Pepe CHICKEN by fastgood cuisine avis vidéo et retour après plusieurs tests

La livraison de menus street-food inspire souvent la méfiance, même chez les habitués des nouveautés culinaires proposées sur internet. Les enseignes virtuelles, boostées par des influenceurs, échappent parfois aux codes du fast-food traditionnel. Pepe CHICKEN by fastgood cuisine multiplie les commandes et suscite des réactions tranchées parmi les consommateurs.

Plusieurs séries d’essais étalées sur plusieurs semaines permettent de dresser un constat net. Les critères d’évaluation évoluent selon la plateforme de commande, le créneau choisi et la constance des recettes affichées en ligne.

Pepe CHICKEN by fastgood cuisine : que vaut vraiment ce concept après plusieurs dégustations ?

Pepe Chicken s’est taillé une place sur le créneau très concurrentiel du poulet frit à l’américaine, en misant d’emblée sur un modèle 100% virtuel. Portée par Charles Gilles-Compagnon, la figure derrière FastGoodCuisine, chaîne YouTube suivie par près de cinq millions de personnes, et Anton Soulier, fondateur de Taster, l’enseigne s’appuie sur la puissance des plateformes de livraison pour déployer sa marque dans près de 70 villes en France et en Belgique. Ici, pas de salle où s’attarder, tout se joue dans l’ombre des cuisines partagées, à la croisée du digital et de la street-food.

La communication fait mouche : « Pepe Chicken est le poulet qui fait pleurer », une signature qui colle à la promesse d’une expérience relevée, pensée pour une clientèle jeune, connectée et friande de sensations. L’enseigne a rapidement intégré le top 10 des plus commandées sur Uber Eats et Deliveroo, bousculant des géants installés comme McDonald’s ou KFC. Derrière la façade marketing, le pari s’avère plus subtil : trouver une signature gustative, créer du distinctif là où la concurrence se contente souvent de copier-coller les standards américains.

Pour l’instant, la carte reste centrée sur le poulet, pané, épicé, servi avec des frites ondulées et des sauces maison. Les recettes végétariennes sont encore absentes, même si l’équipe y travaille, tandis que Taster, maison-mère, déploie en parallèle d’autres concepts digitaux (Dirty Vegan, Out Fry) pour couvrir toute la palette des envies.

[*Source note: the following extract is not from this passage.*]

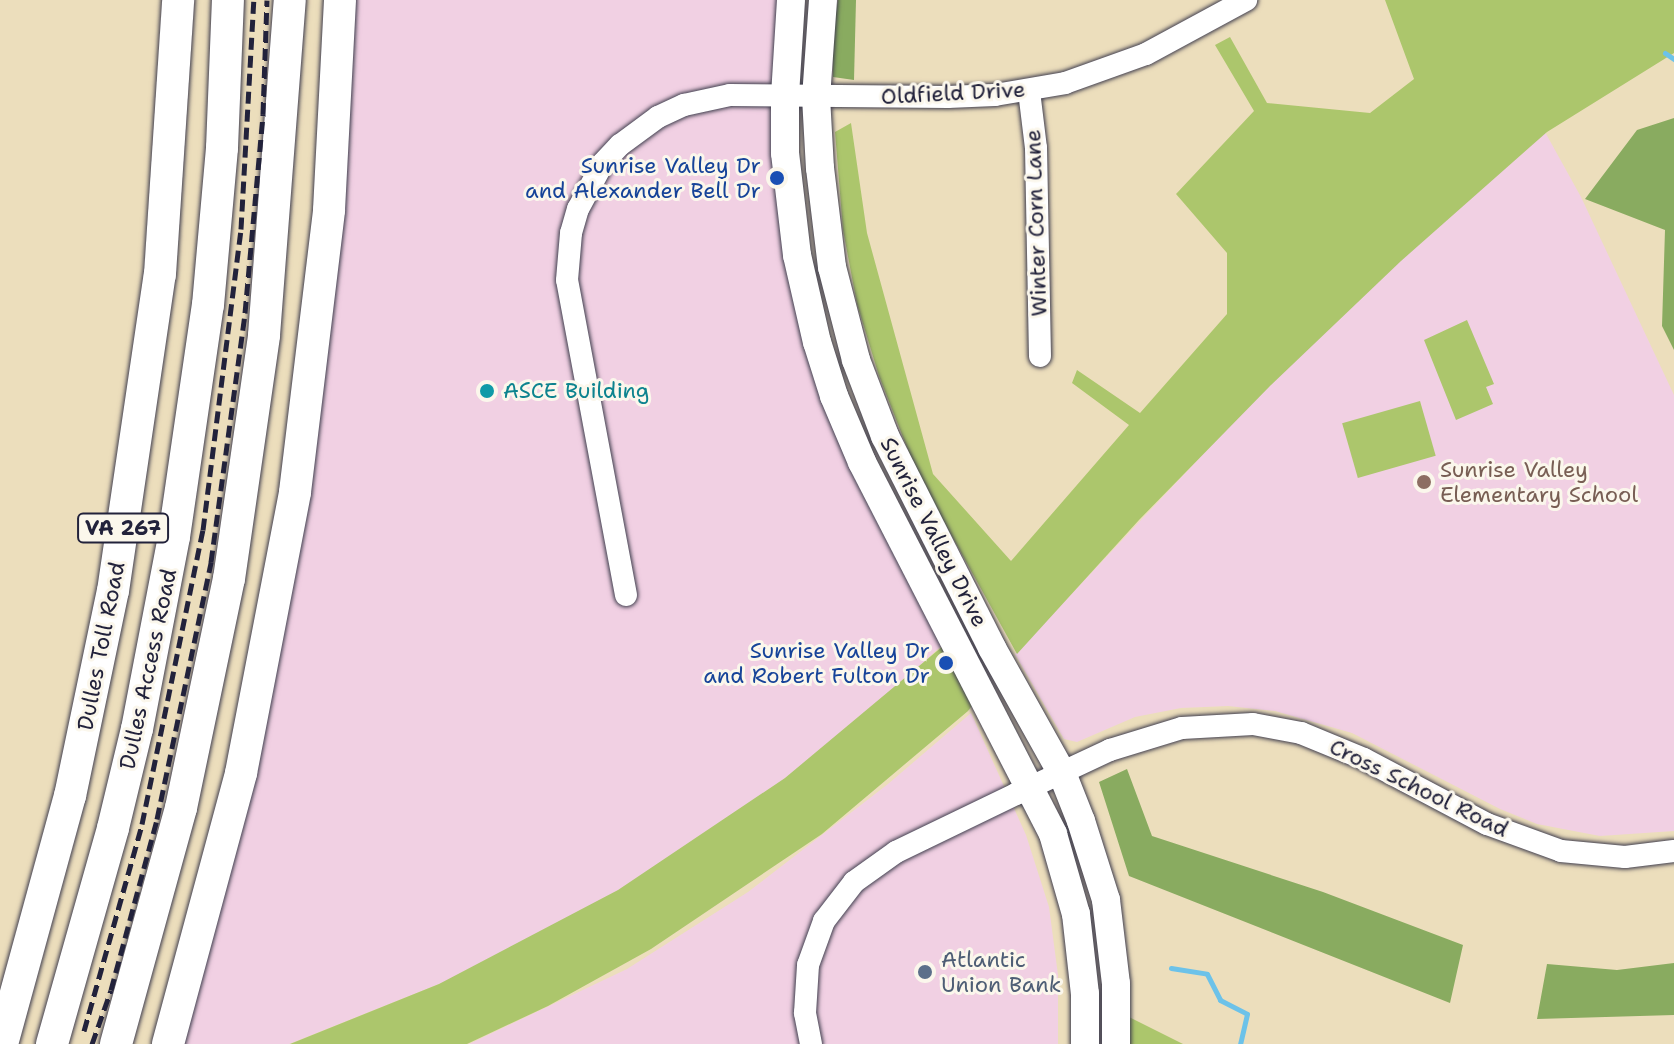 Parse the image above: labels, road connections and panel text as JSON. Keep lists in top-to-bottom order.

L’ouverture de restaurants physiques est évoquée, mais pour l’instant, tout se joue sur la promesse d’un poulet livré rapidement, soigné et accessible.

Femme souriante enregistrant une vidéo avec poulet frit

Mon retour d’expérience en vidéo : saveurs, points forts et axes d’amélioration

Après plusieurs tests sur différents créneaux de livraison, le verdict tombe : Pepe Chicken tient la route. Du moins sur ses fondamentaux. La panure accroche la lumière, dorée, craquante sans être grasse ; l’assaisonnement tape juste, ni trop fade, ni saturé de sel. Les portions sont calibrées, les accompagnements soignés : frites ondulées qui résistent plutôt bien au trajet, sauces maison, quelques pickles pour réveiller le tout. À l’ouverture du packaging, l’identité visuelle saute aux yeux, cohérente de l’emballage à la présentation en ligne.

Un point fort revient à chaque commande : la tenue du poulet à la livraison. Même après vingt minutes dans le sac du livreur, le croustillant survit, là où tant d’enseignes de dark kitchen laissent tomber. Le slogan, « Pepe Chicken est le poulet qui fait pleurer », prend tout son sens sur les recettes les plus épicées, parfaitement calibrées pour les amateurs de sensations fortes.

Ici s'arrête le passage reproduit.